A new NASA orbiter, Europa Clipper, is set to launch in October 2024 to fly by the ice moon to see if it might be a suitable habitat for life. University of Texas at Austin scientists are leading the development of Europa Clipper’s ice-penetrating radar instrument, which will peer into the ice sheet and the ocean just beneath it.

As part of that effort, the researchers wanted to understand how the ice sheet might be structured.

They turned to Earth as an analogue, examining the two main ways ice forms under Antarctica’s ice sheets. One form, congelation ice, grows from the ice shelf surface.

The other, frazil ice, forms in cold seawater and drifts upward as flakes like a reverse snow, ultimately becoming trapped under the ice sheet.

Europa, like Antarctica, likely has a low temperature gradient, meaning the temperature changes little with depth.

In these conditions, Wolfenbarger found, frazil ice is quite common, particularly in spots where the ice thins in rifts or fractures.
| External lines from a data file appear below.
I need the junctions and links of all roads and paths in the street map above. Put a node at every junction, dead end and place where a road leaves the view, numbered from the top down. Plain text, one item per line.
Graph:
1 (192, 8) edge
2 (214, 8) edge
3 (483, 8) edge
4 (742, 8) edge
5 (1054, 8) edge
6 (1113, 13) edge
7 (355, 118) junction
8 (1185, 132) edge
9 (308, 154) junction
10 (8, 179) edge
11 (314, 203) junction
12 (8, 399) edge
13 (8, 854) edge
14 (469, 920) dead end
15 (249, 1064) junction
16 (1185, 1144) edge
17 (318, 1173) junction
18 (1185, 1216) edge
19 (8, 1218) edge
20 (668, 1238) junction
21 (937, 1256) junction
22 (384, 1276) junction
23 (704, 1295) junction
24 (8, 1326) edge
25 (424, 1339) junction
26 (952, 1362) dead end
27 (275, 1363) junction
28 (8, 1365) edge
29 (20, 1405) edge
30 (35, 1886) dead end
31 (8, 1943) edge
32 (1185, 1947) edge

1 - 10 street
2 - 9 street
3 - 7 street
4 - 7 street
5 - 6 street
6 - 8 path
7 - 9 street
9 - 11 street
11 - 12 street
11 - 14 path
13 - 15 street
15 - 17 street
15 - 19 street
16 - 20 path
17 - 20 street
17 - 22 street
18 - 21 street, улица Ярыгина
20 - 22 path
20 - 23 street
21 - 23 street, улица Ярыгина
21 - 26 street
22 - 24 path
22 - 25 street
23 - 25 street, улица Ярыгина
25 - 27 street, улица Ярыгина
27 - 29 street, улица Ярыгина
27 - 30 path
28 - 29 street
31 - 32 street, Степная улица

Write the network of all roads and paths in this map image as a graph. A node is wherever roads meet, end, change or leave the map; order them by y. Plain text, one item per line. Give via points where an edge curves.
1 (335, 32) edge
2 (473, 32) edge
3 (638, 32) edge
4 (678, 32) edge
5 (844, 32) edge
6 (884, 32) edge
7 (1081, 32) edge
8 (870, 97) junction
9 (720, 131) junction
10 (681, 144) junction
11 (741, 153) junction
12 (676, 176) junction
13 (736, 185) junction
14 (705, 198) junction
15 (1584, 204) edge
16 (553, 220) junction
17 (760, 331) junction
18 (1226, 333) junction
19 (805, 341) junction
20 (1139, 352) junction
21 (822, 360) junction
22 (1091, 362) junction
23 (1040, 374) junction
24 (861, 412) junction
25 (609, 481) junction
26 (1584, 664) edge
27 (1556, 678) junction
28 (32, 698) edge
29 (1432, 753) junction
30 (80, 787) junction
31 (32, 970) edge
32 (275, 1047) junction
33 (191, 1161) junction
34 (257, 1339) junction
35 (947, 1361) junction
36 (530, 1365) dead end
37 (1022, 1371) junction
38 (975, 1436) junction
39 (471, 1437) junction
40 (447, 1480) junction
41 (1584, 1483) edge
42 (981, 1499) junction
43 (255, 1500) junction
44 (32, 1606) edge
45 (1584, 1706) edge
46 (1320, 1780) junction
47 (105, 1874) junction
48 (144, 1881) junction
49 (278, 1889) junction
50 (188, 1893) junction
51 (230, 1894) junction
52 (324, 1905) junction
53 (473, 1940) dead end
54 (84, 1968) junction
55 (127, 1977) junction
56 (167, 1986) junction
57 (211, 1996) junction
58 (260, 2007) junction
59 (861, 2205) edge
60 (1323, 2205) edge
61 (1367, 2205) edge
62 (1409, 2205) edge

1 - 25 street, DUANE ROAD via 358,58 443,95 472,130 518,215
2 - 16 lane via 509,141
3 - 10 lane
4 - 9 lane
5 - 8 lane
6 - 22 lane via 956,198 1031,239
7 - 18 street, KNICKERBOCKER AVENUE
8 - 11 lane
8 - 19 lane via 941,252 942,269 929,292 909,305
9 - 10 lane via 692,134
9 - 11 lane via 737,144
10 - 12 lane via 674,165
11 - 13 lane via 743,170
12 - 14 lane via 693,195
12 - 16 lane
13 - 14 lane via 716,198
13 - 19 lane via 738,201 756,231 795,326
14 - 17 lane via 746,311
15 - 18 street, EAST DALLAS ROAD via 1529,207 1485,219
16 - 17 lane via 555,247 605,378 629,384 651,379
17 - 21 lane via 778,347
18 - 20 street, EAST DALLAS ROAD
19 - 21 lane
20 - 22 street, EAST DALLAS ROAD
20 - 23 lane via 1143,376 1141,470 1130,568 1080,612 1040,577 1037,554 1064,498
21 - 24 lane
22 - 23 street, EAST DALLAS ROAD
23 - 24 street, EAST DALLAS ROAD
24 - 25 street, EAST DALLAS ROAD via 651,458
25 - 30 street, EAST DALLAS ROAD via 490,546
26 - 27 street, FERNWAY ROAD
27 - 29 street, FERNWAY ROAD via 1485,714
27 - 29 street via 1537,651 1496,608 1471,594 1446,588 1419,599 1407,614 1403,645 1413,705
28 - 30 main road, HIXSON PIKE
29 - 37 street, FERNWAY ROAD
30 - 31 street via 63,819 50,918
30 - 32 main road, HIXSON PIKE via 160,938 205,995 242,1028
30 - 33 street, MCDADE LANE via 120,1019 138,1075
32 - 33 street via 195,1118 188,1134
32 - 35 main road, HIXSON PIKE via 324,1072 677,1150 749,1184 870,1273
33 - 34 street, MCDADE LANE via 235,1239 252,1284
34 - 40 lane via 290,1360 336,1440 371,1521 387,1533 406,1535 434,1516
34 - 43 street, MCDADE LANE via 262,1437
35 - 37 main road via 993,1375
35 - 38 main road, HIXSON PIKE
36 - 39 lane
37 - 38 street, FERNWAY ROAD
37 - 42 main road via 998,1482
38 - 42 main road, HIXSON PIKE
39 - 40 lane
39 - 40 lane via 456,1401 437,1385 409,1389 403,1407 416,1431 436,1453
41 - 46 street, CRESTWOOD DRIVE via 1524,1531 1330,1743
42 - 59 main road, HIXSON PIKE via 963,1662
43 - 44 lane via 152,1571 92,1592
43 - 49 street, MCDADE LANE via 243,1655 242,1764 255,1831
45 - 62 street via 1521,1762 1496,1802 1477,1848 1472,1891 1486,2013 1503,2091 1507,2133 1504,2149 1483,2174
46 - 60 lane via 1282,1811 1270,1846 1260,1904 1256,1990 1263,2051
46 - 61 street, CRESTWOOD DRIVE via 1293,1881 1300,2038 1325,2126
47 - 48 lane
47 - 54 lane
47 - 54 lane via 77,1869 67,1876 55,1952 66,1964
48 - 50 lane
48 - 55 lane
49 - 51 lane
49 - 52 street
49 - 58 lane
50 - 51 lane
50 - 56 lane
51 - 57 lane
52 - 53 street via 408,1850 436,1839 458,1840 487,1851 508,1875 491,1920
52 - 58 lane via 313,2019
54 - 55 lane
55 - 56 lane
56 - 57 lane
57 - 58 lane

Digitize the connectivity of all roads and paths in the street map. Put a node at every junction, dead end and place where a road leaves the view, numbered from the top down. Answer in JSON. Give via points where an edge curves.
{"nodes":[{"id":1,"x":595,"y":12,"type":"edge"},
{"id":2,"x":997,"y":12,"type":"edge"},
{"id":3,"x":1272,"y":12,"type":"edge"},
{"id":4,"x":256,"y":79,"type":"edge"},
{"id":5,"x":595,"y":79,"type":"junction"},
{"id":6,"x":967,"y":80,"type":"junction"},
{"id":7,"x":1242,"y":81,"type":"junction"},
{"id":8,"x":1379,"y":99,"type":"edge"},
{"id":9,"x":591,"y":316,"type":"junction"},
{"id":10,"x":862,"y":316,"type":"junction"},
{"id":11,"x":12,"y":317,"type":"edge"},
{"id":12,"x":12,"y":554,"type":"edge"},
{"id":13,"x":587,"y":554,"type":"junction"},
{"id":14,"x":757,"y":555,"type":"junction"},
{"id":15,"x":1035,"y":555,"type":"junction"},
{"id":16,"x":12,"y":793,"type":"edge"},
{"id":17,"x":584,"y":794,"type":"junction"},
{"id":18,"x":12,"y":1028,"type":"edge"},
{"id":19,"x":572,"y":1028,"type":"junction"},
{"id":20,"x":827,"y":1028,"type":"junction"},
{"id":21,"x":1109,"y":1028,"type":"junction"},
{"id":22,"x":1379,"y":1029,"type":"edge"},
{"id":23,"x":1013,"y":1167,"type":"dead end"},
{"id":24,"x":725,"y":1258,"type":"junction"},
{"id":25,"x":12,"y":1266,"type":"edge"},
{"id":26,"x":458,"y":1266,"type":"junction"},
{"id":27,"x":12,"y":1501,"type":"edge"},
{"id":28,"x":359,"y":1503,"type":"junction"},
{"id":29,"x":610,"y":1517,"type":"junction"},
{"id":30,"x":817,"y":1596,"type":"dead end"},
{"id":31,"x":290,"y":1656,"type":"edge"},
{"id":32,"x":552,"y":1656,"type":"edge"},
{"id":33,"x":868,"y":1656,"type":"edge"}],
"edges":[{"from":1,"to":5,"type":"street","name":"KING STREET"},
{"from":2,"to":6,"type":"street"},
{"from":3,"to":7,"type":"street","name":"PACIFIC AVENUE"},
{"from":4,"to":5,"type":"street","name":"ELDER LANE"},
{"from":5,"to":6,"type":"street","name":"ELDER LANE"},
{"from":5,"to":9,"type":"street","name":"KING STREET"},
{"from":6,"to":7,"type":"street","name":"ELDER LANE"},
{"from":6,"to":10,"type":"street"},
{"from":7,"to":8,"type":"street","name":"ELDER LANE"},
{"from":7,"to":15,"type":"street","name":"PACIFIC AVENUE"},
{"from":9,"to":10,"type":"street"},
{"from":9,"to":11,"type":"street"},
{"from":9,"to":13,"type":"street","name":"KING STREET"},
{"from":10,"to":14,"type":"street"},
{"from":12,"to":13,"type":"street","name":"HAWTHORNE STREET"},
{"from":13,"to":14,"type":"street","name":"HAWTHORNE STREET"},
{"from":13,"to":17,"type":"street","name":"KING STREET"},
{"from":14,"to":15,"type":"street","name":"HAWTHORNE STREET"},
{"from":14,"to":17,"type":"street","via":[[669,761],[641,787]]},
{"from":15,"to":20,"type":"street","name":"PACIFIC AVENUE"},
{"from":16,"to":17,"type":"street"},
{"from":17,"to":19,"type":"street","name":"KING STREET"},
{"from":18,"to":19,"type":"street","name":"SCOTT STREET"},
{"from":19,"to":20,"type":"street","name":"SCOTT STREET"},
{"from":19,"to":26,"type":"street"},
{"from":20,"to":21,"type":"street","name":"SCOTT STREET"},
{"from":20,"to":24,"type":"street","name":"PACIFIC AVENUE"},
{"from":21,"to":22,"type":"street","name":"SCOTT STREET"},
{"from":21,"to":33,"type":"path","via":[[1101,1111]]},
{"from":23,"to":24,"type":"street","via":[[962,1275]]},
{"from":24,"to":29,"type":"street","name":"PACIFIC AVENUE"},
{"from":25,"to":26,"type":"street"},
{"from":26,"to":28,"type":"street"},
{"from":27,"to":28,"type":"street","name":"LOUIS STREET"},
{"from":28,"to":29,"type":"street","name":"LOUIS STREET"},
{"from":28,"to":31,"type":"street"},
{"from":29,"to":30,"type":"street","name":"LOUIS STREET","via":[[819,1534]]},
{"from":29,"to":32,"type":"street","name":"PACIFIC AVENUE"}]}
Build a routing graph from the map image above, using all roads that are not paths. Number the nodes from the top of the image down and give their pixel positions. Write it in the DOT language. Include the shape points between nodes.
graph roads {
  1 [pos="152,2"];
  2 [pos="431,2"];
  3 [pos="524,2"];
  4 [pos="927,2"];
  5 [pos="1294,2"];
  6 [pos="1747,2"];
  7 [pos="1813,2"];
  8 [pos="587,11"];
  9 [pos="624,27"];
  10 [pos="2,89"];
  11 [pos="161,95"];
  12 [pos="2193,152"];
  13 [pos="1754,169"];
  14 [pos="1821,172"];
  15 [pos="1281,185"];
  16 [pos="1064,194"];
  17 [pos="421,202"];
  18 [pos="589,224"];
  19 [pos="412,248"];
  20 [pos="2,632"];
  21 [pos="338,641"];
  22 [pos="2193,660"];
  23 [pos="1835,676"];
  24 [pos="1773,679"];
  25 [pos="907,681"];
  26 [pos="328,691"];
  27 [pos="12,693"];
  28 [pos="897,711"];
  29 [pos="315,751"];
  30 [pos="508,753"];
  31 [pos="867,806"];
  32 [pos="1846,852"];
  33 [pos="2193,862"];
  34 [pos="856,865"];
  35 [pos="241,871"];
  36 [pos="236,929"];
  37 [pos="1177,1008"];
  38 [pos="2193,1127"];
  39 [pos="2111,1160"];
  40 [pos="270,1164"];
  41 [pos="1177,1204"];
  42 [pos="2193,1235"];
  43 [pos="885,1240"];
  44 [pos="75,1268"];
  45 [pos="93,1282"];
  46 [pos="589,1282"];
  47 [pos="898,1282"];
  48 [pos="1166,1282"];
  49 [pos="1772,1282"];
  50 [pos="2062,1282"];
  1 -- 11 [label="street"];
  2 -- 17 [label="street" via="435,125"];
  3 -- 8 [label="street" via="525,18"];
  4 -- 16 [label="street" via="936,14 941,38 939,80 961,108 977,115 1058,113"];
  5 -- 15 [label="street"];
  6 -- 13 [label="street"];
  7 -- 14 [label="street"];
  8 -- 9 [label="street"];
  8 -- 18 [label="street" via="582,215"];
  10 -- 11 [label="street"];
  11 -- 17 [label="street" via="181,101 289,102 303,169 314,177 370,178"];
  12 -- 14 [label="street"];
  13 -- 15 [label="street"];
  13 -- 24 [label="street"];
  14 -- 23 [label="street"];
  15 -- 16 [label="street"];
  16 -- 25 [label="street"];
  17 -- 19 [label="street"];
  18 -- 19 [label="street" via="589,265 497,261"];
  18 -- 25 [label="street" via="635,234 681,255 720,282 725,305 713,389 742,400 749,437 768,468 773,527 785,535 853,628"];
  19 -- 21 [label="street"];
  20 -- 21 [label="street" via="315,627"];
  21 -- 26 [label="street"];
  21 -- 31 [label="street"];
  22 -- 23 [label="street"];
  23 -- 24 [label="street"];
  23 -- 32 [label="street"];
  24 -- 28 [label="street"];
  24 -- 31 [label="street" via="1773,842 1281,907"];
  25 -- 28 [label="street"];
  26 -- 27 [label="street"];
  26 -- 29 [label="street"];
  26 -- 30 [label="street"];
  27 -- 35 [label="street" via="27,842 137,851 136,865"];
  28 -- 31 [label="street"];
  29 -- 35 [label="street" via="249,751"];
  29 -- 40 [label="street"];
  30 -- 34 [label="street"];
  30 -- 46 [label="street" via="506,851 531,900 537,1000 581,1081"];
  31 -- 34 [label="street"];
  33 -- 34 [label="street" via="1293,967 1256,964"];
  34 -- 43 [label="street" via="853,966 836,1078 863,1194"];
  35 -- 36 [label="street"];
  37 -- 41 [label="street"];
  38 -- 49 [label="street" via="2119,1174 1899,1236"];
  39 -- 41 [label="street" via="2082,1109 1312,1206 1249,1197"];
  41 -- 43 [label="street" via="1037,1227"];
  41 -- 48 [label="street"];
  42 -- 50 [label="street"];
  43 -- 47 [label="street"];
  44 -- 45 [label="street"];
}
If frazil ice is also common on Europa, it could make a big difference in the composition of the moon’s ice shell.

Whereas congelation ice might contain 10 percent of the salt of the surrounding seawater, frazil ice is far more pure, containing only 0.1 percent of the salt in the seawater it forms from.

Not only could this low-salt ice affect the structure and strength of Europa’s ice crust, it could also impact how well the Clipper’s radar can penetrate the ice.

“This paper is opening up a whole new batch of possibilities for thinking about ocean worlds and how they work,” Steve Vance, a research scientist at NASA’s Jet Propulsion Laboratory (JPL) who was not involved in the study, said in the statement.

“It sets the stage for how we might prepare for Europa Clipper’s analysis of the ice.”